The next figure plots the yield on long-term government bonds, again for the US and Canada. Although the Bank of Canada has not yet had to engage in the kind of the quantitative easing or credit easing policies engineered by the Fed, the two yields move more or less in tandem. The spread between the two yields does, however, change and this is likely indicative of the relatively better economic environment that Canada has experienced before and since the financial crisis erupted in the US in 2007.
Source: International Monetary Fund, International Financial Statistics CD-ROM, August 2012.
Nevertheless, it is also clear that US monetary policy, from QE1 through QE3, is also helping to drag down interest rates in Canada. Recent research by economists at the St. Louis Fed suggests that "unorthodox" US monetary policy is indeed influencing Canadian interest rates while there are growing indications that the Swiss National Bank’s determination to put a floor on its exchange rate against the euro may also be having repercussions on spreads between Swiss and euro area member sovereign debt (e.g., see this FT column).
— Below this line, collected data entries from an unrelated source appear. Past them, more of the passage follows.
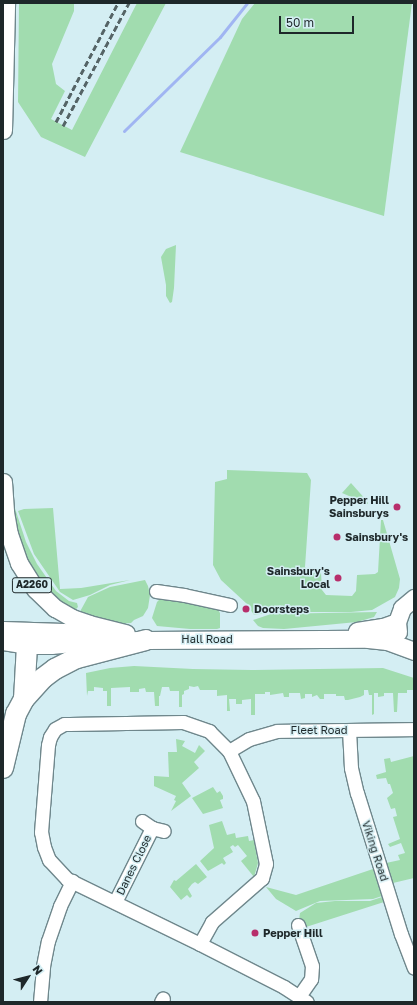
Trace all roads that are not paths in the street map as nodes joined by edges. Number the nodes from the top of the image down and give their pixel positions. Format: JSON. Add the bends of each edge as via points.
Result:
{"nodes":[{"id":1,"x":6,"y":3,"type":"edge"},
{"id":2,"x":3,"y":130,"type":"edge"},
{"id":3,"x":3,"y":482,"type":"edge"},
{"id":4,"x":156,"y":591,"type":"dead end"},
{"id":5,"x":230,"y":606,"type":"dead end"},
{"id":6,"x":404,"y":610,"type":"edge"},
{"id":7,"x":126,"y":633,"type":"junction"},
{"id":8,"x":5,"y":634,"type":"edge"},
{"id":9,"x":146,"y":640,"type":"junction"},
{"id":10,"x":27,"y":645,"type":"junction"},
{"id":11,"x":412,"y":650,"type":"edge"},
{"id":12,"x":24,"y":699,"type":"junction"},
{"id":13,"x":414,"y":729,"type":"edge"},
{"id":14,"x":349,"y":730,"type":"junction"},
{"id":15,"x":229,"y":751,"type":"junction"},
{"id":16,"x":3,"y":768,"type":"edge"},
{"id":17,"x":153,"y":827,"type":"dead end"},
{"id":18,"x":72,"y":882,"type":"junction"},
{"id":19,"x":115,"y":902,"type":"junction"},
{"id":20,"x":298,"y":925,"type":"dead end"},
{"id":21,"x":200,"y":944,"type":"junction"},
{"id":22,"x":414,"y":968,"type":"edge"},
{"id":23,"x":303,"y":999,"type":"edge"},
{"id":24,"x":40,"y":1002,"type":"edge"}],
"edges":[{"from":1,"to":2,"type":"main road"},
{"from":3,"to":7,"type":"main road","number":"A2260","via":[[9,534],[19,562],[35,589],[48,603],[72,618]]},
{"from":4,"to":5,"type":"street"},
{"from":6,"to":7,"type":"main road","name":"Hall Road","via":[[370,630],[347,632]]},
{"from":6,"to":11,"type":"main road","name":"Hall Road","via":[[400,637]]},
{"from":7,"to":8,"type":"main road","name":"Hall Road"},
{"from":8,"to":10,"type":"main road","name":"Hall Road"},
{"from":9,"to":10,"type":"main road","name":"Hall Road"},
{"from":9,"to":11,"type":"main road","name":"Hall Road","via":[[368,639],[387,641]]},
{"from":9,"to":12,"type":"highway","via":[[70,661],[43,678]]},
{"from":10,"to":12,"type":"highway"},
{"from":12,"to":16,"type":"highway","via":[[12,723]]},
{"from":13,"to":14,"type":"street","name":"Fleet Road"},
{"from":14,"to":15,"type":"street","name":"Fleet Road","via":[[274,731],[249,739]]},
{"from":14,"to":22,"type":"street","name":"Viking Road","via":[[351,768],[356,793]]},
{"from":15,"to":18,"type":"street","via":[[209,731],[183,722],[64,724],[55,729],[48,745],[42,838],[52,863]]},
{"from":15,"to":21,"type":"street","via":[[254,801],[266,867],[258,883],[212,923]]},
{"from":17,"to":19,"type":"street","name":"Danes Close"},
{"from":18,"to":19,"type":"street"},
{"from":18,"to":24,"type":"street","via":[[60,906],[48,941]]},
{"from":19,"to":21,"type":"street"},
{"from":20,"to":23,"type":"street","via":[[312,966],[311,979]]},
{"from":21,"to":23,"type":"street"}]}
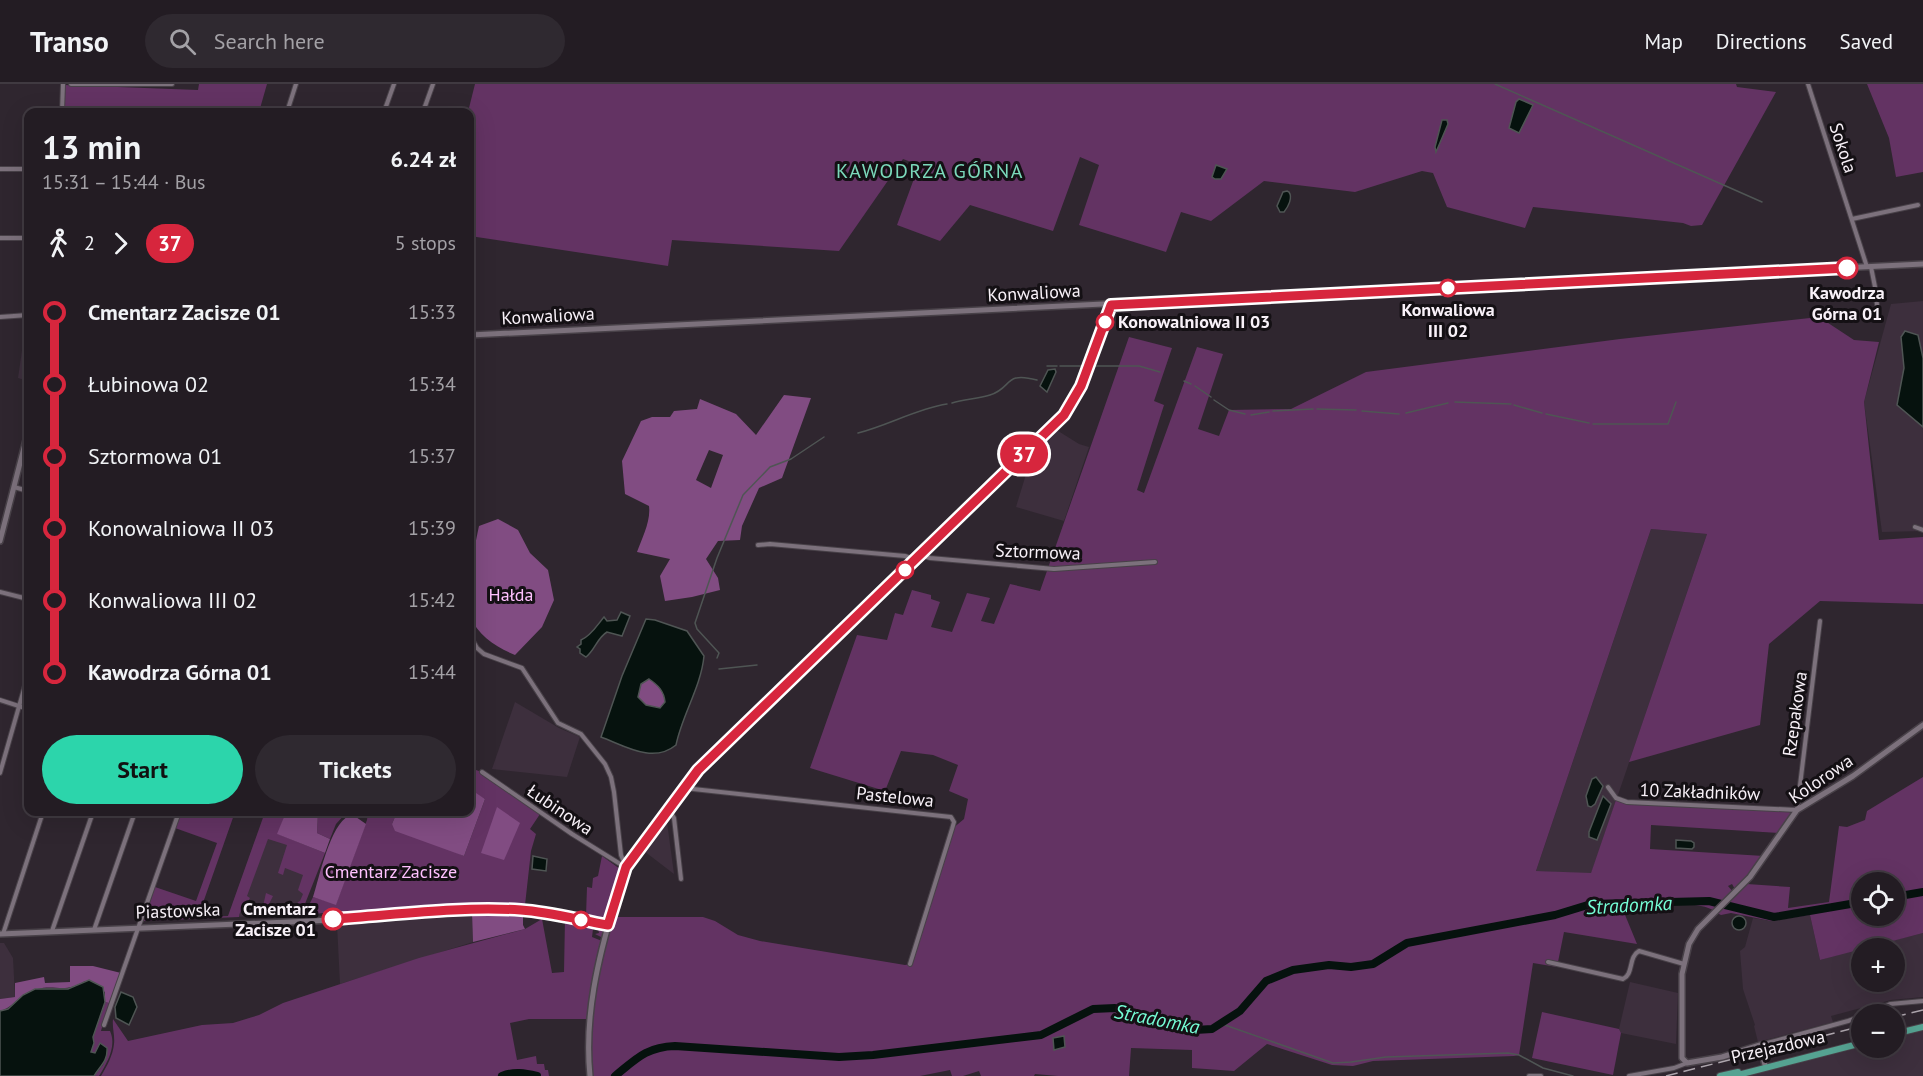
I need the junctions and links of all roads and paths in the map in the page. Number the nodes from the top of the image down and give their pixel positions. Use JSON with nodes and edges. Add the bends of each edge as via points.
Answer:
{"nodes":[{"id":1,"x":63,"y":84,"type":"edge"},
{"id":2,"x":71,"y":84,"type":"edge"},
{"id":3,"x":172,"y":84,"type":"edge"},
{"id":4,"x":296,"y":84,"type":"edge"},
{"id":5,"x":394,"y":84,"type":"edge"},
{"id":6,"x":433,"y":84,"type":"edge"},
{"id":7,"x":1808,"y":84,"type":"edge"},
{"id":8,"x":62,"y":108,"type":"edge"},
{"id":9,"x":288,"y":108,"type":"edge"},
{"id":10,"x":385,"y":108,"type":"edge"},
{"id":11,"x":424,"y":108,"type":"edge"},
{"id":12,"x":0,"y":169,"type":"edge"},
{"id":13,"x":24,"y":169,"type":"edge"},
{"id":14,"x":1918,"y":206,"type":"dead end"},
{"id":15,"x":1852,"y":219,"type":"junction"},
{"id":16,"x":0,"y":238,"type":"edge"},
{"id":17,"x":24,"y":238,"type":"edge"},
{"id":18,"x":1923,"y":264,"type":"edge"},
{"id":19,"x":1869,"y":267,"type":"junction"},
{"id":20,"x":1111,"y":305,"type":"junction"},
{"id":21,"x":1878,"y":314,"type":"dead end"},
{"id":22,"x":24,"y":315,"type":"edge"},
{"id":23,"x":0,"y":317,"type":"edge"},
{"id":24,"x":474,"y":335,"type":"edge"},
{"id":25,"x":24,"y":448,"type":"edge"},
{"id":26,"x":14,"y":487,"type":"junction"},
{"id":27,"x":24,"y":490,"type":"edge"},
{"id":28,"x":3,"y":519,"type":"edge"},
{"id":29,"x":1915,"y":527,"type":"dead end"},
{"id":30,"x":1923,"y":531,"type":"edge"},
{"id":31,"x":0,"y":541,"type":"edge"},
{"id":32,"x":758,"y":544,"type":"dead end"},
{"id":33,"x":917,"y":558,"type":"junction"},
{"id":34,"x":1155,"y":562,"type":"dead end"},
{"id":35,"x":0,"y":592,"type":"edge"},
{"id":36,"x":24,"y":598,"type":"edge"},
{"id":37,"x":1820,"y":621,"type":"dead end"},
{"id":38,"x":474,"y":643,"type":"edge"},
{"id":39,"x":24,"y":690,"type":"edge"},
{"id":40,"x":0,"y":700,"type":"edge"},
{"id":41,"x":20,"y":706,"type":"junction"},
{"id":42,"x":24,"y":708,"type":"edge"},
{"id":43,"x":1923,"y":725,"type":"edge"},
{"id":44,"x":482,"y":772,"type":"dead end"},
{"id":45,"x":0,"y":773,"type":"edge"},
{"id":46,"x":1608,"y":787,"type":"dead end"},
{"id":47,"x":683,"y":788,"type":"junction"},
{"id":48,"x":668,"y":808,"type":"junction"},
{"id":49,"x":1797,"y":810,"type":"junction"},
{"id":50,"x":42,"y":816,"type":"edge"},
{"id":51,"x":92,"y":816,"type":"edge"},
{"id":52,"x":134,"y":816,"type":"edge"},
{"id":53,"x":178,"y":816,"type":"edge"},
{"id":54,"x":626,"y":867,"type":"junction"},
{"id":55,"x":681,"y":879,"type":"dead end"},
{"id":56,"x":608,"y":925,"type":"junction"},
{"id":57,"x":138,"y":928,"type":"junction"},
{"id":58,"x":94,"y":930,"type":"junction"},
{"id":59,"x":52,"y":931,"type":"junction"},
{"id":60,"x":2,"y":934,"type":"edge"},
{"id":61,"x":1548,"y":962,"type":"dead end"},
{"id":62,"x":1684,"y":963,"type":"junction"},
{"id":63,"x":910,"y":964,"type":"dead end"},
{"id":64,"x":1923,"y":1001,"type":"edge"},
{"id":65,"x":1890,"y":1004,"type":"edge"},
{"id":66,"x":1851,"y":1021,"type":"edge"},
{"id":67,"x":104,"y":1024,"type":"dead end"},
{"id":68,"x":1923,"y":1027,"type":"edge"},
{"id":69,"x":1905,"y":1031,"type":"edge"},
{"id":70,"x":1760,"y":1045,"type":"junction"},
{"id":71,"x":1851,"y":1045,"type":"edge"},
{"id":72,"x":1844,"y":1047,"type":"junction"},
{"id":73,"x":1688,"y":1063,"type":"junction"},
{"id":74,"x":1765,"y":1065,"type":"junction"},
{"id":75,"x":1535,"y":1075,"type":"edge"},
{"id":76,"x":590,"y":1076,"type":"edge"},
{"id":77,"x":1529,"y":1076,"type":"edge"},
{"id":78,"x":1541,"y":1076,"type":"edge"},
{"id":79,"x":1629,"y":1076,"type":"edge"},
{"id":80,"x":1720,"y":1076,"type":"edge"},
{"id":81,"x":1734,"y":1076,"type":"edge"}],
"edges":[{"from":1,"to":8,"type":"street"},
{"from":2,"to":3,"type":"street"},
{"from":4,"to":9,"type":"street"},
{"from":5,"to":10,"type":"street"},
{"from":6,"to":11,"type":"street"},
{"from":7,"to":15,"type":"street","name":"Sokola"},
{"from":12,"to":13,"type":"street"},
{"from":14,"to":15,"type":"street"},
{"from":15,"to":19,"type":"street","name":"Sokola"},
{"from":16,"to":17,"type":"street"},
{"from":18,"to":19,"type":"street","name":"Konwaliowa"},
{"from":19,"to":20,"type":"street","name":"Konwaliowa"},
{"from":19,"to":21,"type":"street","name":"Sokola"},
{"from":20,"to":24,"type":"street","name":"Konwaliowa"},
{"from":20,"to":33,"type":"street","via":[[1081,386],[1067,410]]},
{"from":22,"to":23,"type":"street"},
{"from":25,"to":26,"type":"street"},
{"from":26,"to":27,"type":"street"},
{"from":26,"to":28,"type":"street"},
{"from":28,"to":31,"type":"street"},
{"from":29,"to":30,"type":"street"},
{"from":32,"to":33,"type":"street","name":"Sztormowa"},
{"from":33,"to":34,"type":"street","name":"Sztormowa","via":[[1040,569]]},
{"from":33,"to":47,"type":"street"},
{"from":35,"to":36,"type":"street"},
{"from":37,"to":49,"type":"street","name":"Rzepakowa"},
{"from":38,"to":54,"type":"street","via":[[484,654],[522,668],[558,723],[581,734],[605,764],[613,784],[621,855]]},
{"from":39,"to":41,"type":"street"},
{"from":40,"to":41,"type":"street"},
{"from":41,"to":42,"type":"street"},
{"from":41,"to":45,"type":"street"},
{"from":43,"to":49,"type":"street","name":"Kolorowa","via":[[1853,776]]},
{"from":44,"to":54,"type":"street","name":"Łubinowa"},
{"from":46,"to":49,"type":"street","name":"10 Zakładników","via":[[1616,798],[1627,802]]},
{"from":47,"to":48,"type":"street"},
{"from":47,"to":63,"type":"street","name":"Pastelowa","via":[[951,817],[954,822]]},
{"from":48,"to":54,"type":"street"},
{"from":48,"to":55,"type":"street","via":[[674,818]]},
{"from":49,"to":62,"type":"street","name":"Kolorowa","via":[[1762,862],[1692,937]]},
{"from":50,"to":60,"type":"street"},
{"from":51,"to":59,"type":"street"},
{"from":52,"to":58,"type":"street"},
{"from":53,"to":57,"type":"street"},
{"from":54,"to":56,"type":"street"},
{"from":56,"to":57,"type":"street","name":"Piastowska","via":[[540,912],[499,910]]},
{"from":56,"to":76,"type":"street","via":[[590,1011]]},
{"from":57,"to":58,"type":"street","name":"Piastowska"},
{"from":57,"to":67,"type":"street"},
{"from":58,"to":59,"type":"street","name":"Piastowska"},
{"from":59,"to":60,"type":"street","name":"Piastowska"},
{"from":61,"to":62,"type":"street","via":[[1623,979],[1629,975],[1633,956],[1639,951]]},
{"from":62,"to":73,"type":"street","name":"Kolorowa","via":[[1682,1058]]},
{"from":64,"to":65,"type":"street"},
{"from":66,"to":70,"type":"street"},
{"from":68,"to":69,"type":"main road"},
{"from":70,"to":73,"type":"street"},
{"from":70,"to":74,"type":"street"},
{"from":71,"to":72,"type":"main road","name":"Przejazdowa"},
{"from":72,"to":74,"type":"main road","name":"Przejazdowa"},
{"from":72,"to":81,"type":"main road","name":"Przejazdowa"},
{"from":73,"to":79,"type":"street"},
{"from":74,"to":80,"type":"main road","name":"Przejazdowa"},
{"from":75,"to":77,"type":"street"},
{"from":75,"to":78,"type":"street"}]}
Also helping matters is the remarkable anchoring of inflation expectations. Some are even referring to a virtual "cementing" of inflationary expectations. The figure below, for the US and based on financial market data, shows not only the decline of inflation expectations since the early 1980s but that the inflation risk premium, which might have been positively affected by successive bouts of QE, has barely budged.
Source: Cleveland Federal Reserve, http://www.clevelandfed.org/research/data/inflation_expectations/.
Canada, of course, has an inflation target of 2% with a tolerance range of 1–3%. Headline CPI inflation has varied considerably, undershooting the lower bound of the range during the height of the global financial crisis. Until recently, CPI inflation has been overshooting the target. Indeed, since April of this year, the Bank of Canada has been using the press release that accompanies the policy rate decision to announce that “some modest withdrawal” of what it deems to be “considerable monetary stimulus” may become necessary.
An optimistic view of how monetary policy behaves suggests that the Bank’s "moral suasion" has worked wonders although markets will no doubt begin to ask at some point whether the Bank is "all talk, no action" if it keeps delaying the threatened interest rate increase. Equally difficult is how the Bank explains why it plans to possibly raise the policy rate when other central banks have been latterly lowering theirs (more on this below).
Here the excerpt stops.